Graphic Impulse
Comfort Station, Chicago, IL, November 30, 2017, Curated by Parlour Tapes+
In November of 2017, we were invited by Chicago-based label, Parlour Tapes+, to participate in their month-long curatorial residency at Comfort Station, an intimate venue in Chicago's Logan Square neighborhood. We used the evening as a participatory audio/visual experiment we call Graphic Impulse. The premise was complicated, the concept was convoluted, the technology was dated, but the results were surprisingly hilarious and informative. For the experiment, we provided 9 members of the small audience with laser pointers. On a large scale projection were 9 moving white squares. In a game of graphic duck, duck, goose participants attempted to claim a square and maintain control through twists and turns of the moving graphic. Competition was strong, reactions were slow, and laughter was common as the participants struggled to hold onto their slippery squares. After this portion of the program, having filmed the laser-fueled shenanigans, we projected the graphic battle at half-speed and used it as a live graphic score for guitar and electronics.
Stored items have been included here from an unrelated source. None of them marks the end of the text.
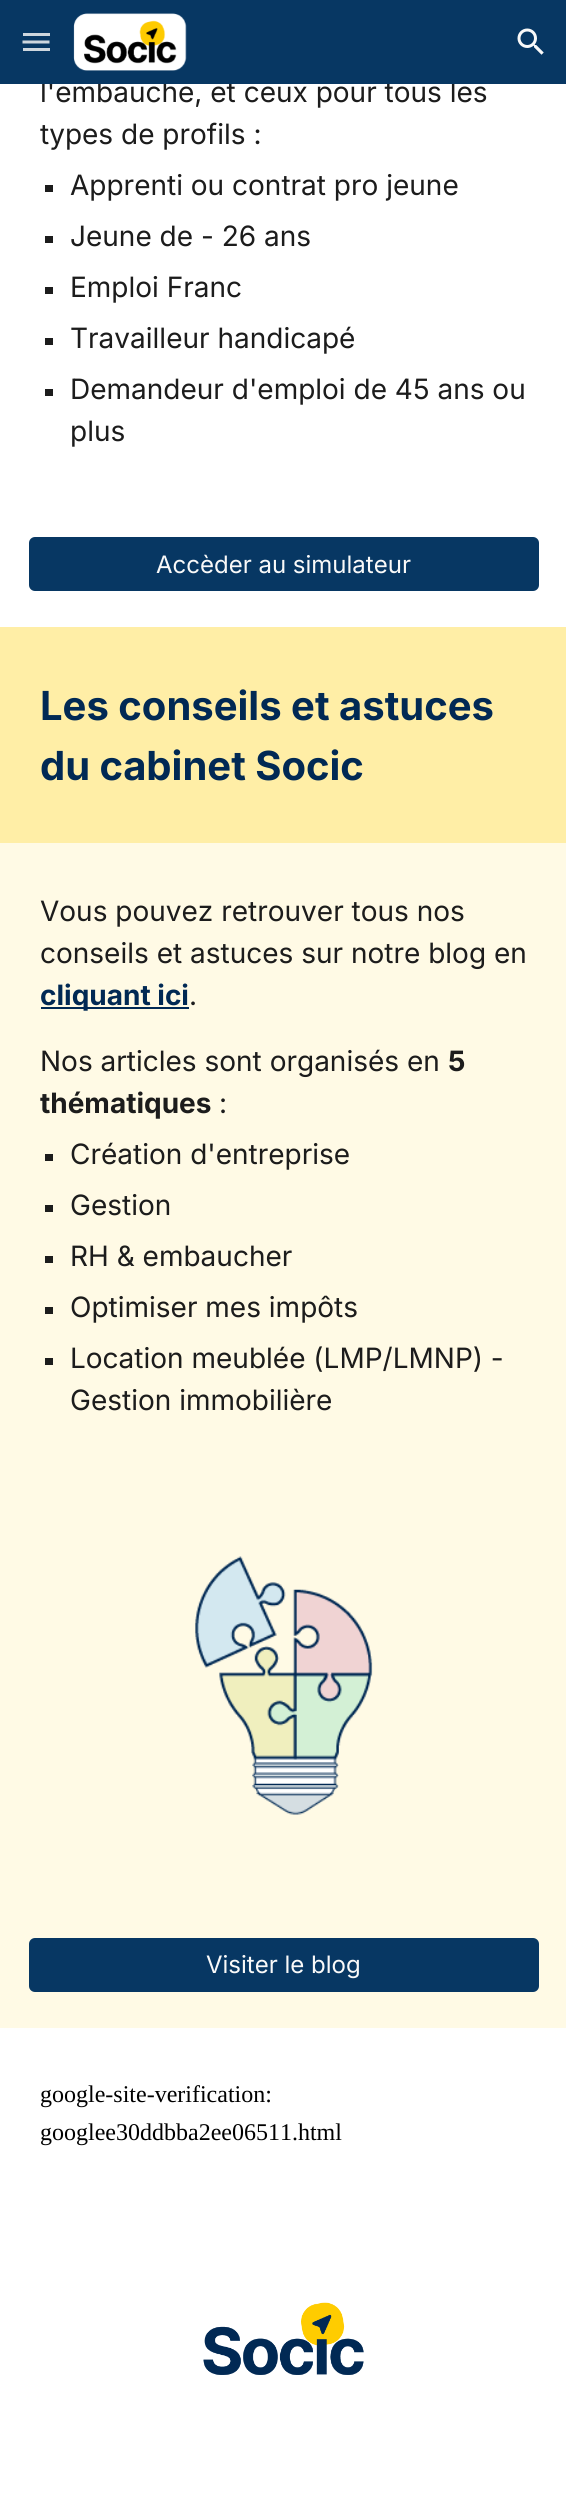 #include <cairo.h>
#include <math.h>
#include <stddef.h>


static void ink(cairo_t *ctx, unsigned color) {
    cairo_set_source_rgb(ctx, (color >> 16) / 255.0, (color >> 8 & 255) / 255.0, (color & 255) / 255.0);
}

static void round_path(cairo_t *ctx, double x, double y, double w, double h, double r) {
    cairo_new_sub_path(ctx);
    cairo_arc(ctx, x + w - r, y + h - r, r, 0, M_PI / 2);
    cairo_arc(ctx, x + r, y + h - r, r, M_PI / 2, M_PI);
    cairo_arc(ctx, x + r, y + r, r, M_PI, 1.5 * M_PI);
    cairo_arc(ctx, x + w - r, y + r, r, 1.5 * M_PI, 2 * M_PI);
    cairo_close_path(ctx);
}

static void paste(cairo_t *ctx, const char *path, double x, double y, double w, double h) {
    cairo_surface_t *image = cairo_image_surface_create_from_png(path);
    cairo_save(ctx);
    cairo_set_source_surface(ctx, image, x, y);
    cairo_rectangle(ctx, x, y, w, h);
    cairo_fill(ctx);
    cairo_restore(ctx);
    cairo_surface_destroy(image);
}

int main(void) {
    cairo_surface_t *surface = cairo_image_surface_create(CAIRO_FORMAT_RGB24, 566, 2496);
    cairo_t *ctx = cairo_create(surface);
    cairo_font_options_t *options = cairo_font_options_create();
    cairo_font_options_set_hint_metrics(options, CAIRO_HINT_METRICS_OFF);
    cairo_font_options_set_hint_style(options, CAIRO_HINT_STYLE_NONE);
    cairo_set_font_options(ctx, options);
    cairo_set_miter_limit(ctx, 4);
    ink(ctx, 0xFFFFFF);
    cairo_paint(ctx);
    cairo_select_font_face(ctx, "Inter", CAIRO_FONT_SLANT_NORMAL, CAIRO_FONT_WEIGHT_NORMAL);
    cairo_set_font_size(ctx, 28);
    ink(ctx, 0x1C1C1C);
    cairo_move_to(ctx, 40, 102);
    cairo_show_text(ctx, "l'embauche, et ceux pour tous les");
    ink(ctx, 0x073763);
    cairo_rectangle(ctx, 0, 0, 566, 84);
    cairo_fill(ctx);
    paste(ctx, "media/1.png", 73, 13, 114, 58);
    paste(ctx, "media/2.png", 517, 28, 27, 27);
    ink(ctx, 0xCDD6DE);
    cairo_rectangle(ctx, 23, 33, 27, 3);
    cairo_fill(ctx);
    cairo_new_path(ctx);
    cairo_move_to(ctx, 22.5, 42);
    cairo_line_to(ctx, 49.5, 42);
    cairo_set_line_width(ctx, 3);
    cairo_stroke(ctx);
    cairo_rectangle(ctx, 23, 48, 27, 3);
    cairo_fill(ctx);
    ink(ctx, 0x1C1C1C);
    cairo_move_to(ctx, 40, 144);
    cairo_show_text(ctx, "types de profils :");
    cairo_rectangle(ctx, 45, 185, 8, 7);
    cairo_fill(ctx);
    cairo_move_to(ctx, 70, 195);
    cairo_show_text(ctx, "Apprenti ou contrat pro jeune");
    cairo_rectangle(ctx, 45, 236, 8, 7);
    cairo_fill(ctx);
    cairo_move_to(ctx, 70, 246);
    cairo_show_text(ctx, "Jeune de - 26 ans");
    cairo_rectangle(ctx, 45, 287, 8, 7);
    cairo_fill(ctx);
    cairo_move_to(ctx, 70, 297);
    cairo_show_text(ctx, "Emploi Franc");
    cairo_rectangle(ctx, 45, 338, 8, 7);
    cairo_fill(ctx);
    cairo_move_to(ctx, 70, 348);
    cairo_show_text(ctx, "Travailleur handicapé");
    cairo_rectangle(ctx, 45, 389, 8, 7);
    cairo_fill(ctx);
    cairo_move_to(ctx, 70, 399);
    cairo_show_text(ctx, "Demandeur d'emploi de 45 ans ou");
    cairo_move_to(ctx, 70, 441);
    cairo_show_text(ctx, "plus");
    ink(ctx, 0x073763);
    round_path(ctx, 30, 538, 508, 52, 5);
    cairo_fill_preserve(ctx);
    cairo_set_line_width(ctx, 2);
    cairo_stroke(ctx);
    cairo_set_font_size(ctx, 24);
    ink(ctx, 0xF9F9F9);
    cairo_move_to(ctx, 156, 573);
    cairo_show_text(ctx, "Accèder au simulateur");
    ink(ctx, 0xFFEEA6);
    cairo_rectangle(ctx, 0, 627, 566, 216);
    cairo_fill(ctx);
    cairo_select_font_face(ctx, "Inter", CAIRO_FONT_SLANT_NORMAL, CAIRO_FONT_WEIGHT_BOLD);
    cairo_set_font_size(ctx, 40);
    ink(ctx, 0x012954);
    cairo_move_to(ctx, 40, 720);
    cairo_show_text(ctx, "Les conseils et astuces");
    cairo_move_to(ctx, 40, 780);
    cairo_show_text(ctx, "du cabinet Socic");
    ink(ctx, 0xFFFAE5);
    cairo_rectangle(ctx, 0, 843, 566, 1185);
    cairo_fill(ctx);
    cairo_select_font_face(ctx, "Inter", CAIRO_FONT_SLANT_NORMAL, CAIRO_FONT_WEIGHT_NORMAL);
    cairo_set_font_size(ctx, 28);
    ink(ctx, 0x1C1C1C);
    cairo_move_to(ctx, 40, 921);
    cairo_show_text(ctx, "Vous pouvez retrouver tous nos");
    cairo_move_to(ctx, 40, 963);
    cairo_show_text(ctx, "conseils et astuces sur notre blog en");
    ink(ctx, 0x012954);
    cairo_rectangle(ctx, 41, 1007, 148, 2);
    cairo_fill(ctx);
    cairo_select_font_face(ctx, "Inter", CAIRO_FONT_SLANT_NORMAL, CAIRO_FONT_WEIGHT_BOLD);
    cairo_move_to(ctx, 40, 1005);
    cairo_show_text(ctx, "cliquant ici");
    cairo_select_font_face(ctx, "Inter", CAIRO_FONT_SLANT_NORMAL, CAIRO_FONT_WEIGHT_NORMAL);
    ink(ctx, 0x1C1C1C);
    cairo_move_to(ctx, 189, 1005);
    cairo_show_text(ctx, ".");
    cairo_move_to(ctx, 40, 1071);
    cairo_show_text(ctx, "Nos articles sont organisés en");
    cairo_select_font_face(ctx, "Inter", CAIRO_FONT_SLANT_NORMAL, CAIRO_FONT_WEIGHT_BOLD);
    cairo_move_to(ctx, 448, 1071);
    cairo_show_text(ctx, "5");
    cairo_move_to(ctx, 40, 1113);
    cairo_show_text(ctx, "thématiques");
    cairo_select_font_face(ctx, "Inter", CAIRO_FONT_SLANT_NORMAL, CAIRO_FONT_WEIGHT_NORMAL);
    cairo_move_to(ctx, 219, 1113);
    cairo_show_text(ctx, ":");
    cairo_rectangle(ctx, 45, 1154, 8, 7);
    cairo_fill(ctx);
    cairo_move_to(ctx, 70, 1164);
    cairo_show_text(ctx, "Création d'entreprise");
    cairo_rectangle(ctx, 45, 1205, 8, 7);
    cairo_fill(ctx);
    cairo_move_to(ctx, 70, 1215);
    cairo_show_text(ctx, "Gestion");
    cairo_rectangle(ctx, 45, 1256, 8, 7);
    cairo_fill(ctx);
    cairo_move_to(ctx, 70, 1266);
    cairo_show_text(ctx, "RH & embaucher");
    cairo_rectangle(ctx, 45, 1307, 8, 7);
    cairo_fill(ctx);
    cairo_move_to(ctx, 70, 1317);
    cairo_show_text(ctx, "Optimiser mes impôts");
    cairo_rectangle(ctx, 45, 1358, 8, 7);
    cairo_fill(ctx);
    cairo_move_to(ctx, 70, 1368);
    cairo_show_text(ctx, "Location meublée (LMP/LMNP) -");
    cairo_move_to(ctx, 70, 1410);
    cairo_show_text(ctx, "Gestion immobilière");
    paste(ctx, "media/3.png", 195, 1556, 178, 259);
    ink(ctx, 0x073763);
    round_path(ctx, 30, 1939, 508, 52, 5);
    cairo_fill_preserve(ctx);
    cairo_stroke(ctx);
    cairo_set_font_size(ctx, 24);
    ink(ctx, 0xF9F9F9);
    cairo_move_to(ctx, 206, 1973);
    cairo_show_text(ctx, "Visiter le blog");
    cairo_select_font_face(ctx, "Liberation Serif", CAIRO_FONT_SLANT_NORMAL, CAIRO_FONT_WEIGHT_NORMAL);
    ink(ctx, 0x000000);
    cairo_move_to(ctx, 40, 2102);
    cairo_show_text(ctx, "google-site-verification:");
    cairo_move_to(ctx, 40, 2140);
    cairo_show_text(ctx, "googlee30ddbba2ee06511.html");
    paste(ctx, "media/4.png", 203, 2302, 161, 73);
    cairo_surface_write_to_png(surface, "image.png");
    cairo_font_options_destroy(options);
    cairo_destroy(ctx);
    cairo_surface_destroy(surface);
    return 0;
}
The results were surprisingly emotionally charged, creating a sort of instant ephemeral nostalgia for the audience. Outside of the emotional pull created through the combination of images and graphics, we also learned that a delay in our response time to visual prompts is measurable and quite similar from person to person. In a sense, this collective gap in action and reaction to images might provide uncharted space for graphics to inhabit.